Product Information
INDICATIONS
Chronic iron overload in patients with:
- β-thalassemia major with:
- Frequent blood transfusions (≥ 7 mL packed red blood cells/kg/month) in patients ≥ 6 years of age; or
- Patients aged 2–5 years who are contraindicated to deferoxamine or inadequately treated with deferoxamine; or
- Infrequent transfusions (< 7 mL packed red blood cells/kg/month) in patients ≥ 2 years of age who are contraindicated to deferoxamine or inadequately treated with deferoxamine.
- Other anemias (≥ 2 years of age) in patients who are contraindicated to deferoxamine or inadequately treated with deferoxamine.
- Non–transfusion-dependent thalassemia syndromes with liver iron concentration ≥ 5 mg Fe/g dry weight and serum ferritin > 300 mcg/L (≥ 10 years of age).
CONTRAINDICATIONS
- Hypersensitivity to any component of the product.
- High-risk myelodysplastic syndromes and malignancies where chelation therapy is not expected to be beneficial.
- Creatinine clearance (ClCr) < 40 mL/min or serum creatinine > 2 × the upper limit of normal.

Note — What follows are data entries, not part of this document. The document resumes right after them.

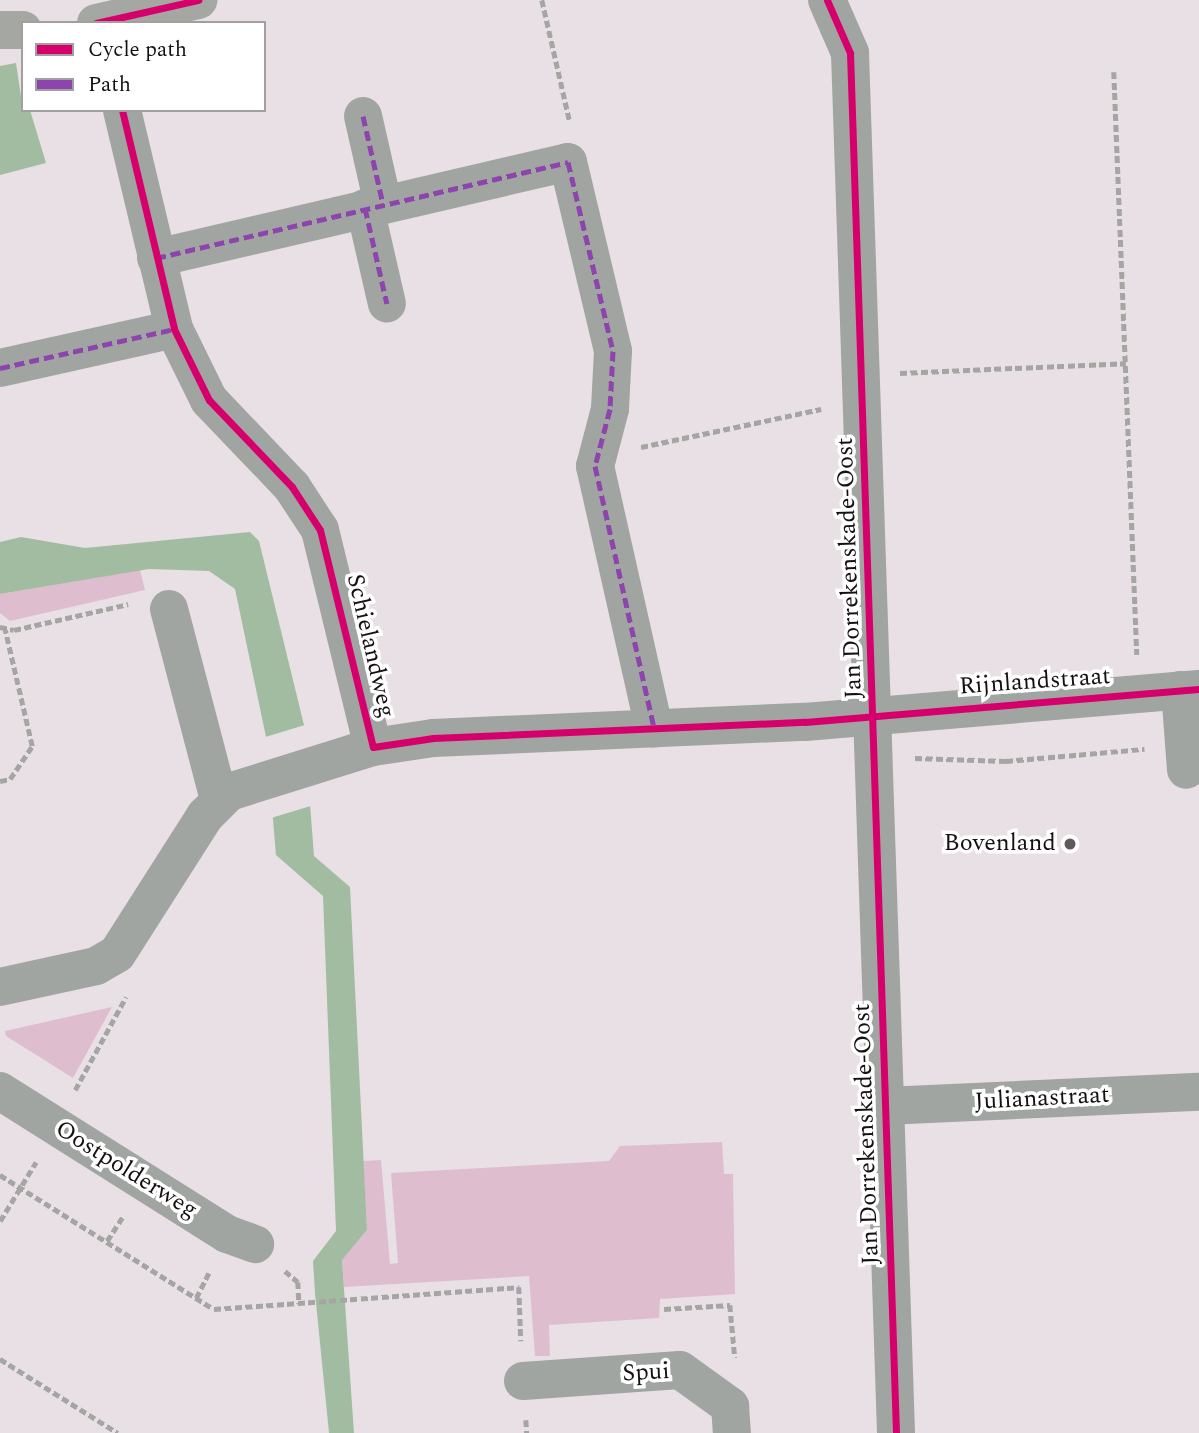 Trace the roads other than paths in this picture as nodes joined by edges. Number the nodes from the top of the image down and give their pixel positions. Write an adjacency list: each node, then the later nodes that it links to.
1 (97, 0): 4 (street)
2 (198, 0): 5 (main road)
3 (827, 0): 17 (street, Jan Dorrekenskade-Oost)
4 (102, 21)
5 (106, 21)
6 (0, 30): 7 (main road)
7 (21, 30)
8 (122, 112): 11 (street, Schielandweg)
9 (362, 116): 10 (street)
10 (374, 206): 11 (street); 12 (street); 18 (street)
11 (156, 258): 13 (street, Schielandweg)
12 (387, 304)
13 (174, 329): 14 (street); 19 (street, Schielandweg)
14 (0, 368)
15 (169, 609): 21 (street)
16 (1190, 690): 17 (street, Rijnlandstraat); 20 (street)
17 (874, 716): 18 (street, Schielandweg); 25 (street, Jan Dorrekenskade-Oost)
18 (654, 728): 19 (street, Schielandweg)
19 (373, 747): 21 (street)
20 (1185, 755)
21 (219, 799): 22 (street)
22 (0, 987)
23 (0, 1091): 26 (street, Oostpolderweg)
24 (1199, 1092): 25 (street, Julianastraat)
25 (886, 1106): 29 (street, Jan Dorrekenskade-Oost)
26 (255, 1244)
27 (523, 1381): 28 (street, Spui)
28 (727, 1416)
29 (896, 1433) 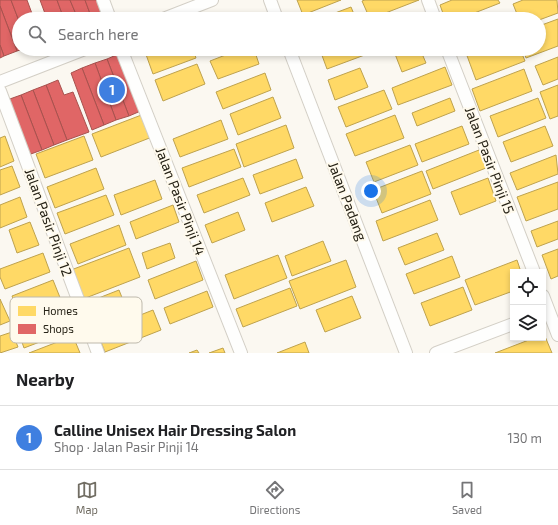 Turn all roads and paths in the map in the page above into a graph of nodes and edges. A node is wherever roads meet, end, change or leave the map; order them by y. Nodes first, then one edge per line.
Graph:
1 (103, 0) edge
2 (212, 0) edge
3 (270, 0) edge
4 (428, 0) edge
5 (107, 12) edge
6 (181, 12) edge
7 (274, 12) edge
8 (432, 12) edge
9 (67, 56) edge
10 (125, 56) edge
11 (292, 56) edge
12 (450, 56) edge
13 (0, 82) edge
14 (0, 91) edge
15 (533, 269) edge
16 (77, 297) edge
17 (550, 310) edge
18 (510, 325) edge
19 (558, 335) edge
20 (94, 343) edge
21 (98, 353) edge
22 (241, 353) edge
23 (406, 353) edge
24 (436, 353) edge

1 - 5 street
2 - 6 street
3 - 7 street
4 - 8 street
9 - 13 street
10 - 22 street, Jalan Pasir Pinji 14
11 - 23 street, Jalan Padang
12 - 15 street, Jalan Pasir Pinji 15
14 - 16 street, Jalan Pasir Pinji 12
17 - 19 street
18 - 24 street
20 - 21 street, Jalan Pasir Pinji 12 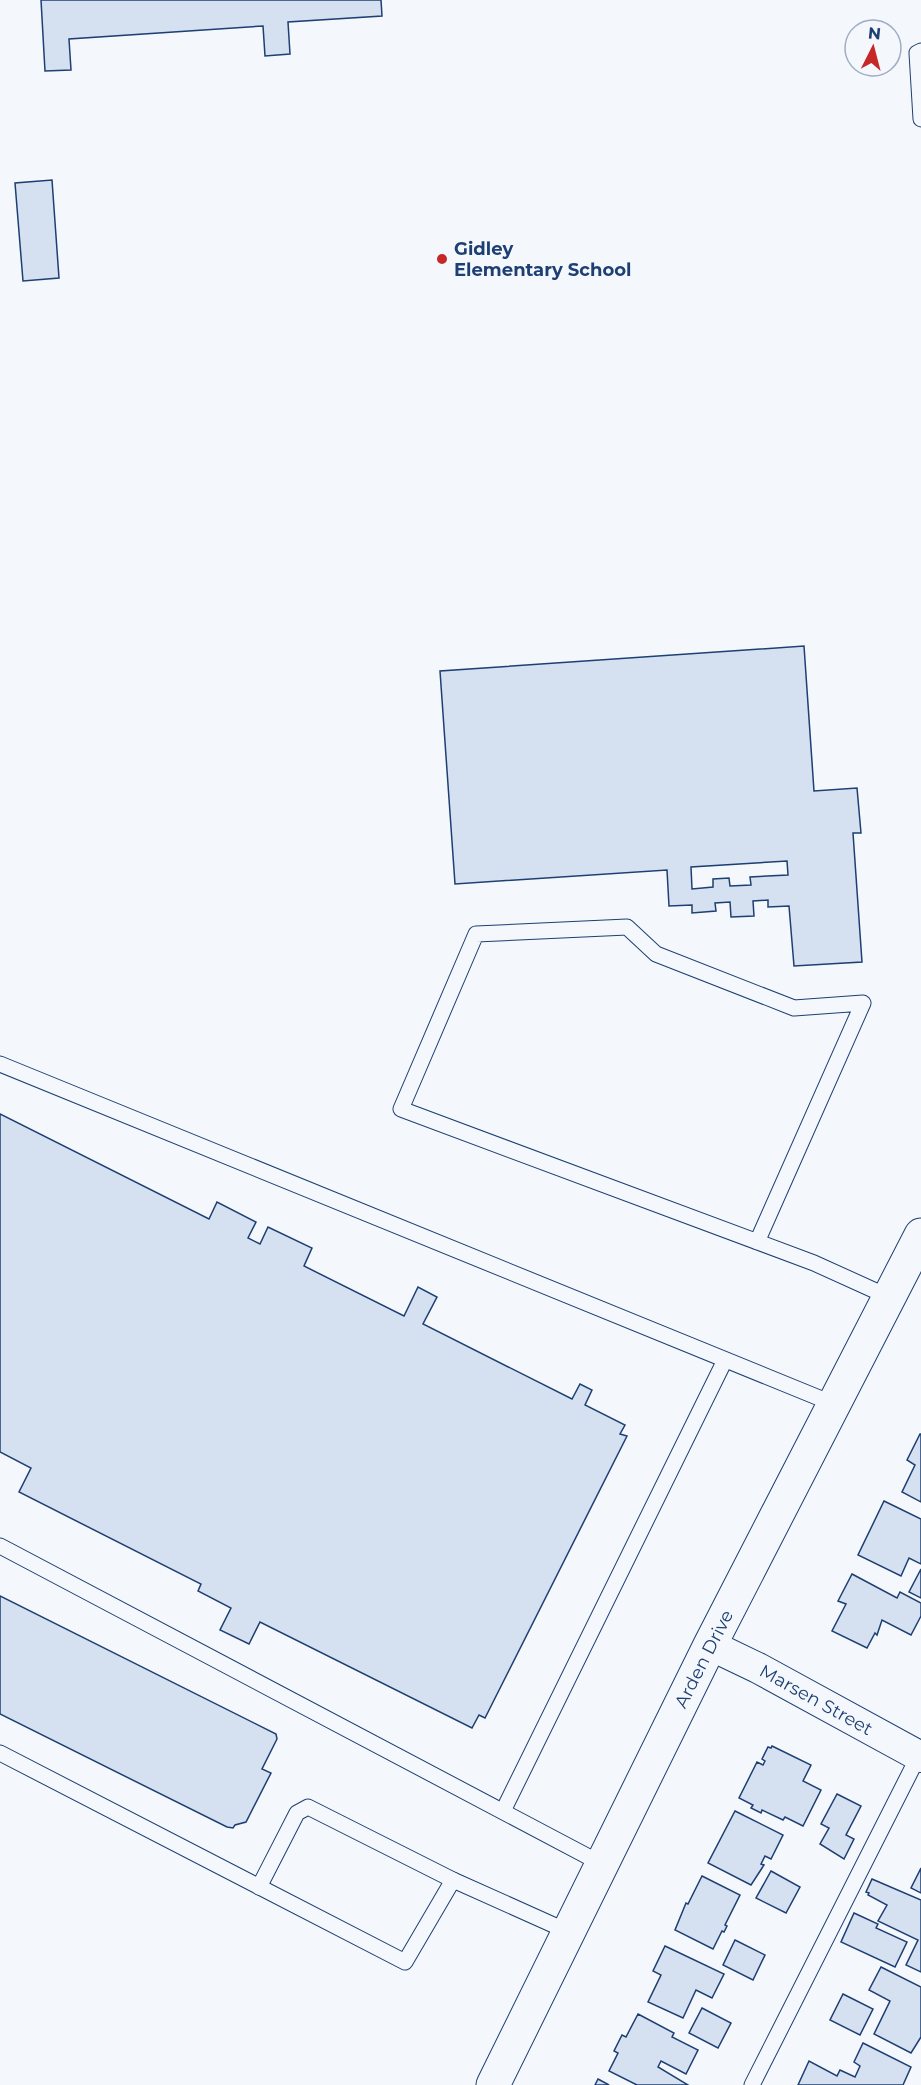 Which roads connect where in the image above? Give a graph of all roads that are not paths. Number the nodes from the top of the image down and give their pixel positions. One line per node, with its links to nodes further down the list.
1 (921, 51): 2 (lane)
2 (921, 119)
3 (0, 1064): 7 (lane)
4 (921, 1235): 6 (street, Arden Drive)
5 (757, 1242): 5 (lane); 6 (lane)
6 (889, 1297): 8 (street, Arden Drive)
7 (725, 1360): 8 (lane); 13 (lane)
8 (834, 1404): 10 (street, Arden Drive)
9 (0, 1546): 13 (lane)
10 (710, 1645): 12 (street, Marsen Street); 14 (street, Arden Drive)
11 (0, 1753): 16 (lane)
12 (920, 1755): 19 (lane)
13 (503, 1811): 14 (lane)
14 (602, 1864): 17 (street, Arden Drive)
15 (453, 1880): 16 (lane); 16 (lane); 17 (lane)
16 (259, 1887)
17 (568, 1932): 18 (street, Arden Drive)
18 (493, 2085)
19 (752, 2085)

- Poor performance status.
- Advanced malignancy.
- Platelet count < 50 × 10⁹/L.
DOSAGE AND ADMINISTRATION
Adults with iron overload
- Initial dose: 20 mg/kg once daily.
- Maintenance dose: 20–40 mg/kg/day.
- Maximum dose: 40 mg/kg/day.
Adults with thalassemia
- Initial dose: 10 mg/kg orally once daily.
Pediatric patients with iron overload (≥ 2 years)
- Initial dose: 20 mg/kg once daily.
- Maintenance dose: 20–40 mg/kg/day.
- Maximum dose: 40 mg/kg/day.
Pediatric patients with thalassemia
- Initial dose: 10 mg/kg orally once daily.
Dose should be rounded to the nearest whole tablet strength.
ADVERSE REACTIONS
- Headache.
- Gastrointestinal disorders: diarrhea, constipation, vomiting, nausea, abdominal pain, abdominal distension, dyspepsia.
- Increased transaminases.
- Rash, pruritus.
- Increased serum creatinine.
- Proteinuria.
- Renal tubular disorders in pediatric and adolescent patients with β-thalassemia and serum ferritin < 1500 mcg/L.
- Severe acute pancreatitis in patients with or without prior biliary disease.
DRUG INTERACTIONS
- Strong inducers of UDP-glucuronosyltransferase (e.g., rifampicin, phenytoin, phenobarbital).
- Food.
- Midazolam.
- Aluminum-containing antacids.
- NSAIDs, corticosteroids, oral bisphosphonates, anticoagulants.
Use with caution with:
- Drugs metabolized by CYP3A4 (e.g., ciclosporin, simvastatin, hormonal contraceptives).
- Repaglinide and other CYP2C8 substrates (e.g., paclitaxel).
- Theophylline and other CYP1A2 substrates.